190. ANTÓNIO REIS - Postura cívica
O CASO DOS 5 REALIZADORES DESPEDIDOS
No dia 20 do passado mês de Abril, João Lima, secretário de Estado dos Negócios Estrangeiros e Emigração, após um visionamento sumário da cópia de montagem do filme "Lisboa, 1.ª Página", resolveu ordenar diversos cortes, supressões e alterações, quer da banda de imagem, quer da banda do som. Pedro Amorim, José Bogalheiro, Rosa Coutinho Cabral, José Alves Pereira e José Lã Correia, autores do referido filme, recusaram-se a fazer as alterações ordenadas, já que, no seu entender, essas alterações iriam deturpar completamente o projecto inicial do filme (que havia sido anteriormente aprovado pelo secretário de Estado) e representavam uma ingerência intolerável na liberdade de expressão artística e uma violação dos direitos de autor.
Na sequência desta recusa, o dr. João Lima, procedeu ao despedimento dos cinco autores do filme.
Hoje, mais do que o relato dos acontecimentos, por várias vezes focados na Imprensa, interessa-nos a opinião polémica e o debate de ideias sobre este caso que, de forma alguma, se encontra concluído.
Um acto condenável
sob todos os aspectos
por António Reis*
Ao despedir, com uma "Shifer" (marca de caneta) os autores de "Lisboa 1.ª Página", penso que o dr. João Lima cometeu um acto condenável sob todos os aspectos. Precisará o seu Ministério, para subsistir, de mais emigrantes? Ou joga já com o desemprego para ter servos de confiança?
As vítimas de políticos prepotentes foram constituindo um povo marginalizado, lançado - pela borda fora - gota a gota, em torrente - a diáspora não é uma fatalidade lusíada: explica-se pelo fascismo.
Qual será a cultura cinematográfica do dr. Lima para não ter percebido o que pode afinal ser moeda corrente de expressão em cinema?
Outra pergunta: o dr. Lima, zeloso tecnocrata, censura alguns dos ignóbeis filmes que exporta para os emigrantes? Importa-se, porventura, do que representam e da alienação que disseminam? Ou convém-lhe a droga dessas imbecilidades para que os emigrantes não retirem o lastro ao barco com o qual lhe garantem o seu ordenado e o seu posto, que não é o de tarefeiro?
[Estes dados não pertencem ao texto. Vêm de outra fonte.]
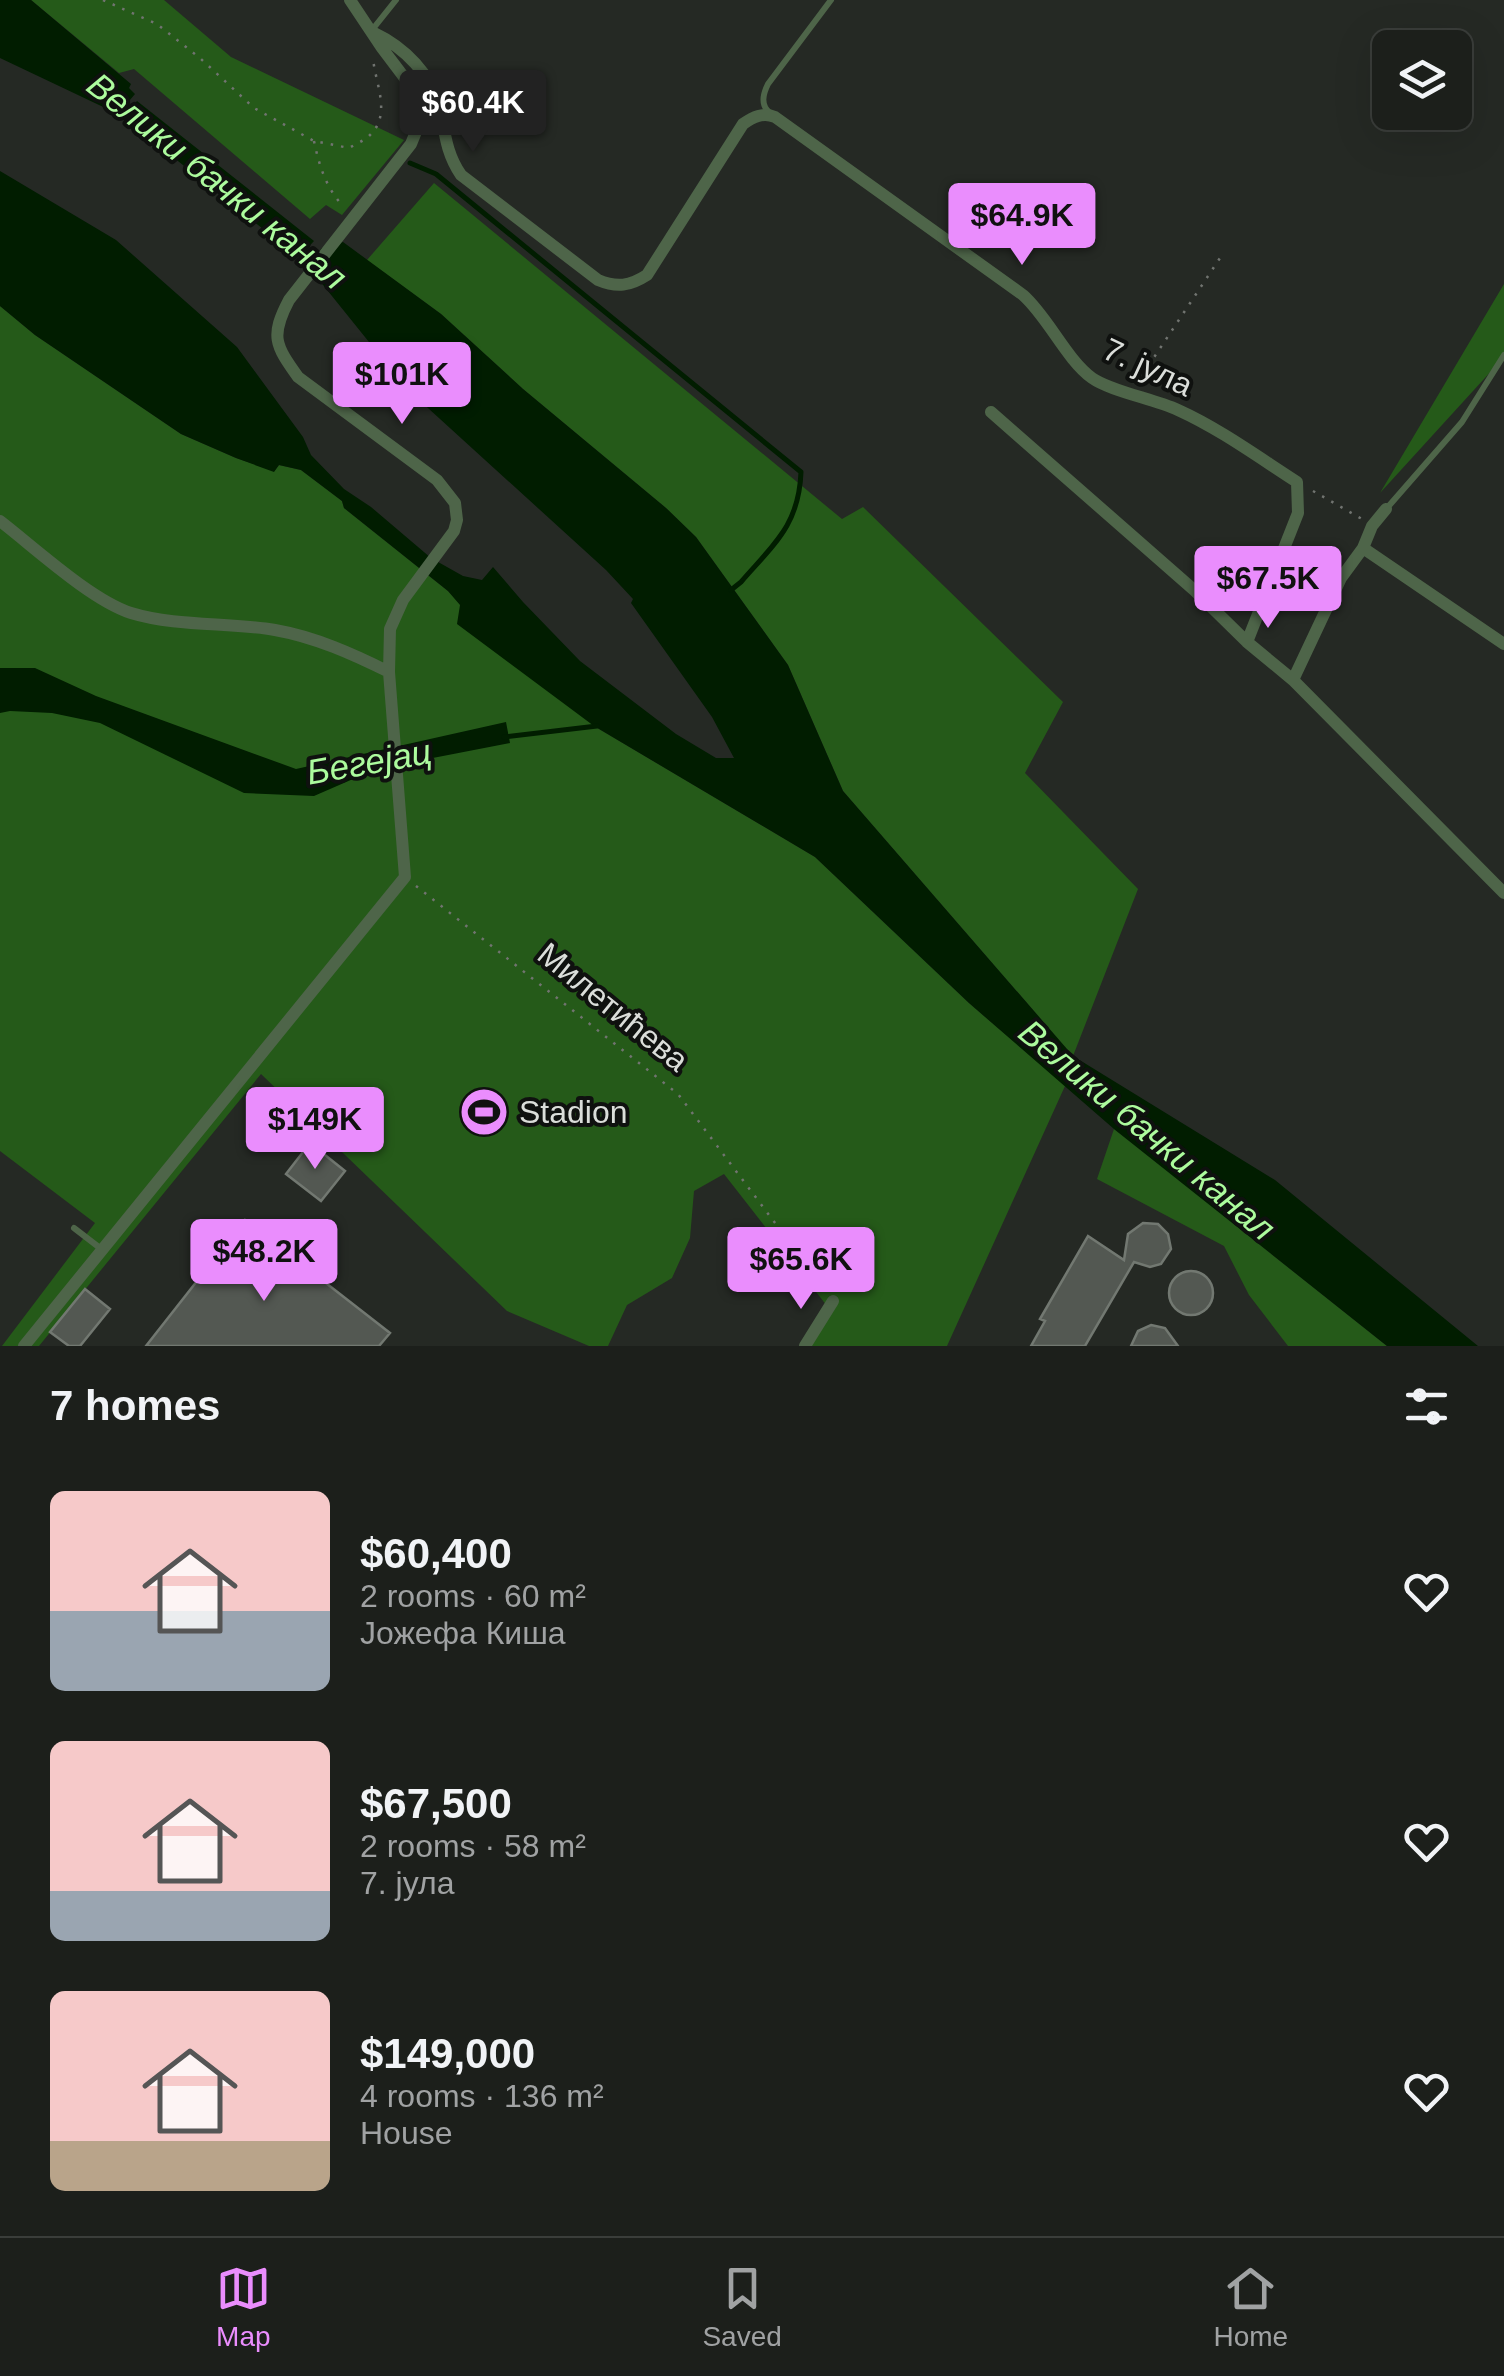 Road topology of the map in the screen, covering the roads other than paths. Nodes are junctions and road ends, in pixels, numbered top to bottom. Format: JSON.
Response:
{"nodes":[{"id":1,"x":350,"y":0,"type":"edge"},
{"id":2,"x":396,"y":0,"type":"edge"},
{"id":3,"x":831,"y":0,"type":"edge"},
{"id":4,"x":371,"y":32,"type":"junction"},
{"id":5,"x":774,"y":117,"type":"junction"},
{"id":6,"x":1504,"y":355,"type":"edge"},
{"id":7,"x":992,"y":412,"type":"dead end"},
{"id":8,"x":1386,"y":509,"type":"joint"},
{"id":9,"x":0,"y":521,"type":"edge"},
{"id":10,"x":1363,"y":548,"type":"junction"},
{"id":11,"x":1248,"y":642,"type":"junction"},
{"id":12,"x":1504,"y":644,"type":"edge"},
{"id":13,"x":389,"y":672,"type":"junction"},
{"id":14,"x":1293,"y":680,"type":"junction"},
{"id":15,"x":1504,"y":892,"type":"edge"},
{"id":16,"x":74,"y":1228,"type":"dead end"},
{"id":17,"x":102,"y":1249,"type":"junction"},
{"id":18,"x":834,"y":1302,"type":"road end"},
{"id":19,"x":24,"y":1346,"type":"edge"},
{"id":20,"x":805,"y":1346,"type":"edge"}],
"edges":[{"from":1,"to":4,"type":"street"},
{"from":2,"to":4,"type":"lane"},
{"from":3,"to":5,"type":"lane"},
{"from":4,"to":5,"type":"street"},
{"from":4,"to":13,"type":"street"},
{"from":5,"to":11,"type":"street","name":"7. јула"},
{"from":6,"to":8,"type":"lane"},
{"from":7,"to":11,"type":"street"},
{"from":8,"to":10,"type":"street"},
{"from":9,"to":13,"type":"street"},
{"from":10,"to":12,"type":"street"},
{"from":10,"to":14,"type":"street"},
{"from":11,"to":14,"type":"street"},
{"from":13,"to":17,"type":"street"},
{"from":14,"to":15,"type":"street"},
{"from":16,"to":17,"type":"lane"},
{"from":17,"to":19,"type":"street"},
{"from":18,"to":20,"type":"street"}]}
E é preciso que aqui fique, incontroversamente testemunhado: cinco dos camaradas despedidos, por brio picado, não têm, de facto, outras ocupações: têm sim, dr. Lima, dramáticas preocupações... históricas, por exemplo, económicas, culturais, portuguesas.
Um castigozinho para o dr. Lima: 8 dias apenas na Renault, na produção em cadeia...
Para um tecnocrata, é suficiente a lição.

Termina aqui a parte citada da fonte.